*** GIVEN RECORDS ***
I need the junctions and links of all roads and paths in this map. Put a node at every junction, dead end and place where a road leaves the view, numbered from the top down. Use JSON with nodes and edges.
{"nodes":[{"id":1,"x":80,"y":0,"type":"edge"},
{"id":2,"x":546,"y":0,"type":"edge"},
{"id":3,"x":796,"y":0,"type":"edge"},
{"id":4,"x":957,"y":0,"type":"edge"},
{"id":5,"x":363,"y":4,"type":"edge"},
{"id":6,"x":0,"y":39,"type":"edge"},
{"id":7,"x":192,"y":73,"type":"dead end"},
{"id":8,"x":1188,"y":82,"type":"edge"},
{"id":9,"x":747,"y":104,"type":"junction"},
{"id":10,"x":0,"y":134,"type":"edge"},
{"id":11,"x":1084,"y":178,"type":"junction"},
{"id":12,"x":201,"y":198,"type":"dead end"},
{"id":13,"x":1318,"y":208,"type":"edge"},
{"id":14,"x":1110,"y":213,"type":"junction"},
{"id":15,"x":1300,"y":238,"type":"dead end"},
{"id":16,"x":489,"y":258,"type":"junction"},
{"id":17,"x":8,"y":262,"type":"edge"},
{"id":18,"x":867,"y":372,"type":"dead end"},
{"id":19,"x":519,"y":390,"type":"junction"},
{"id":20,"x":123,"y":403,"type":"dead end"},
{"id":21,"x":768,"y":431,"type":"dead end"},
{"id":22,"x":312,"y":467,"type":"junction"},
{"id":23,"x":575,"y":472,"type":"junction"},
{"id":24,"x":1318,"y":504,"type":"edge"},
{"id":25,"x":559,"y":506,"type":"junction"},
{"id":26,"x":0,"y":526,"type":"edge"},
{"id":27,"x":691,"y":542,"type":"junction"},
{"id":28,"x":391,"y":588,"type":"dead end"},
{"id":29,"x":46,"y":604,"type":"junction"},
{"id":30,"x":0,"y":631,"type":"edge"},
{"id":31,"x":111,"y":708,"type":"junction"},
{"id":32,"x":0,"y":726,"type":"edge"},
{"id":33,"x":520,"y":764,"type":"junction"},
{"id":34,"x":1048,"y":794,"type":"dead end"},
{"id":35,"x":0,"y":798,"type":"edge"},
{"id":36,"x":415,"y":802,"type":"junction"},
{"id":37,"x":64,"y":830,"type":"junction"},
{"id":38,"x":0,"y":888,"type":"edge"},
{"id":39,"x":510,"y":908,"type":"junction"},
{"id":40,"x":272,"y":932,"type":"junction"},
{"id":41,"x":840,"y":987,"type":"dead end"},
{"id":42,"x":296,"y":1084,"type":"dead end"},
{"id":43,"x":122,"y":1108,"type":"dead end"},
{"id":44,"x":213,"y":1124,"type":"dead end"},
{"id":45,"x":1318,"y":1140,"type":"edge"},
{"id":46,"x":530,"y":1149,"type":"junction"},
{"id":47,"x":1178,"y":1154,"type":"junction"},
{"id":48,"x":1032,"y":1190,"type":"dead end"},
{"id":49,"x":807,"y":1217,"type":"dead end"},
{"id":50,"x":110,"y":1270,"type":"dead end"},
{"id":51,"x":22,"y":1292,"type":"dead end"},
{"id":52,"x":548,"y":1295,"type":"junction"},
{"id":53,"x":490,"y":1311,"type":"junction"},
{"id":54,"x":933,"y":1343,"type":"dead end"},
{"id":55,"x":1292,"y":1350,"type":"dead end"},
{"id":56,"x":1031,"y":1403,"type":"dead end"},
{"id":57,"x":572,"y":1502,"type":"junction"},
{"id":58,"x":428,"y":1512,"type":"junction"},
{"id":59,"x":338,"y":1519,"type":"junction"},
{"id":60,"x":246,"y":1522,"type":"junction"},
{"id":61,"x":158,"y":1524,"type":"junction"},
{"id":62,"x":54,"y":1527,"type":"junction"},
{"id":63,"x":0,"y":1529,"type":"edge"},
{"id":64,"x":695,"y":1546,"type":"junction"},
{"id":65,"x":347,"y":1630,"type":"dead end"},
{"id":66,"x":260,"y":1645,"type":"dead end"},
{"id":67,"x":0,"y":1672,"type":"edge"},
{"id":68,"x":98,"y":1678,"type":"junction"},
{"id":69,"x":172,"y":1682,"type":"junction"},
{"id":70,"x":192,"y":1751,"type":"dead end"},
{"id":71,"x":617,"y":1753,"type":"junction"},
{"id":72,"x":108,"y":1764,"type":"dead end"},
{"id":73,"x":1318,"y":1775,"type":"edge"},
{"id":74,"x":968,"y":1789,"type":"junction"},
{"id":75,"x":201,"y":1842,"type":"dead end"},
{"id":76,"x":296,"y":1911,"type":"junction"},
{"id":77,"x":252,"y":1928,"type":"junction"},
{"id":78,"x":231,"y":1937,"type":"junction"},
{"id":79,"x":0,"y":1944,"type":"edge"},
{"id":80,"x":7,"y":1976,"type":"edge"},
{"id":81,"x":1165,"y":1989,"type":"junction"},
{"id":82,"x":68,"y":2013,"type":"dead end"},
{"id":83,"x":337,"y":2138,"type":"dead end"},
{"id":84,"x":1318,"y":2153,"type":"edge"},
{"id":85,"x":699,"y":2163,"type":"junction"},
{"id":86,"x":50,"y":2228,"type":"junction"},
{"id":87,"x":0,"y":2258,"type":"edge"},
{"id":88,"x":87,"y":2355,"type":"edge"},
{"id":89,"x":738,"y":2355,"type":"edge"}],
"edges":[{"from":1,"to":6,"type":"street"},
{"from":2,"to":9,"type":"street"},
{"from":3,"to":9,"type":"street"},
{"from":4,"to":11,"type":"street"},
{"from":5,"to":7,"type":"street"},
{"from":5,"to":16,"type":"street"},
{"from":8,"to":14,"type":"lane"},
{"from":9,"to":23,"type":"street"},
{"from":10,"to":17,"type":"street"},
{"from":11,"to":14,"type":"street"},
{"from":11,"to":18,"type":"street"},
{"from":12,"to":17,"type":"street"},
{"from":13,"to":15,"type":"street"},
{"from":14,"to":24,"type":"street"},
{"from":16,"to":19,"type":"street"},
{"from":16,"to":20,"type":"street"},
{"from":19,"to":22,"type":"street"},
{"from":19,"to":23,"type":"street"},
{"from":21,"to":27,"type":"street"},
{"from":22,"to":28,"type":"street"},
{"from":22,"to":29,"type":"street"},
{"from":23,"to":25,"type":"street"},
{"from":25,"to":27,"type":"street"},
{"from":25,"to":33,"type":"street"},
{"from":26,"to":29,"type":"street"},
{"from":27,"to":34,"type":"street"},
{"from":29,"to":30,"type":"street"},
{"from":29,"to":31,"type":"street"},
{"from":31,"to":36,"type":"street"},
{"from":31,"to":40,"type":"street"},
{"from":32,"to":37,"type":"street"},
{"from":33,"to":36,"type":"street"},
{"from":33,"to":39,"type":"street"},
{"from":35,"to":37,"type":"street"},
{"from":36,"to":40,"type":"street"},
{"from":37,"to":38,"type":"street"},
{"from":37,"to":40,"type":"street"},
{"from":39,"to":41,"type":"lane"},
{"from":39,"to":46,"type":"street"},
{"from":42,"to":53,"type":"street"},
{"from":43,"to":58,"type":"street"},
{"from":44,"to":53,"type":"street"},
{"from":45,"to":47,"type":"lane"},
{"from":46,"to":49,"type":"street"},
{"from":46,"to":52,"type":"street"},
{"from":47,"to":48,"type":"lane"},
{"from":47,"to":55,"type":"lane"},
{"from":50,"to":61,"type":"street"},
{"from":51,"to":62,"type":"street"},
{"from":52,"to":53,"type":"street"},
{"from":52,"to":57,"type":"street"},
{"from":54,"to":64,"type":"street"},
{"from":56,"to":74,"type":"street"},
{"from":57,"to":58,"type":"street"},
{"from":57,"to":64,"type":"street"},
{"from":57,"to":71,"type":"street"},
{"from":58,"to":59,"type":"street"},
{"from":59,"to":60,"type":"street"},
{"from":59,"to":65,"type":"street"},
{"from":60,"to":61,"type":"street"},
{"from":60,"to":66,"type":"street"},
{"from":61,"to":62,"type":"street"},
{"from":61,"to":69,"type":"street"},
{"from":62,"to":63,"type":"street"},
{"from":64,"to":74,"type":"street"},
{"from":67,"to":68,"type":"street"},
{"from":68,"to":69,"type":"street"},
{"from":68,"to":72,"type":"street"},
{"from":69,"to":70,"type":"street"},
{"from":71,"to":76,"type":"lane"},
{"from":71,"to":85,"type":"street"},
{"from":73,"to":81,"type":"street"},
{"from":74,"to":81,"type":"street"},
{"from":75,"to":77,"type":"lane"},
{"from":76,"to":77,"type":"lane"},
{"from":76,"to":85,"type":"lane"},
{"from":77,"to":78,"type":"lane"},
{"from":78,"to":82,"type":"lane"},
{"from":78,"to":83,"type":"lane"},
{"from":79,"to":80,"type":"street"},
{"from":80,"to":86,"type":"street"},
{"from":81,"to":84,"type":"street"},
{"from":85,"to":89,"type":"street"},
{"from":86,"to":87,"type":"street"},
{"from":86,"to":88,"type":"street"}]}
*** End of GIVEN RECORDS ***
TASK BRIEF:
Please return all lines in the material above that include the word "nodes".

ANSWER SECTION:
I need the junctions and links of all roads and paths in this map. Put a node at every junction, dead end and place where a road leaves the view, numbered from the top down. Use JSON with nodes and edges.
{"nodes":[{"id":1,"x":80,"y":0,"type":"edge"},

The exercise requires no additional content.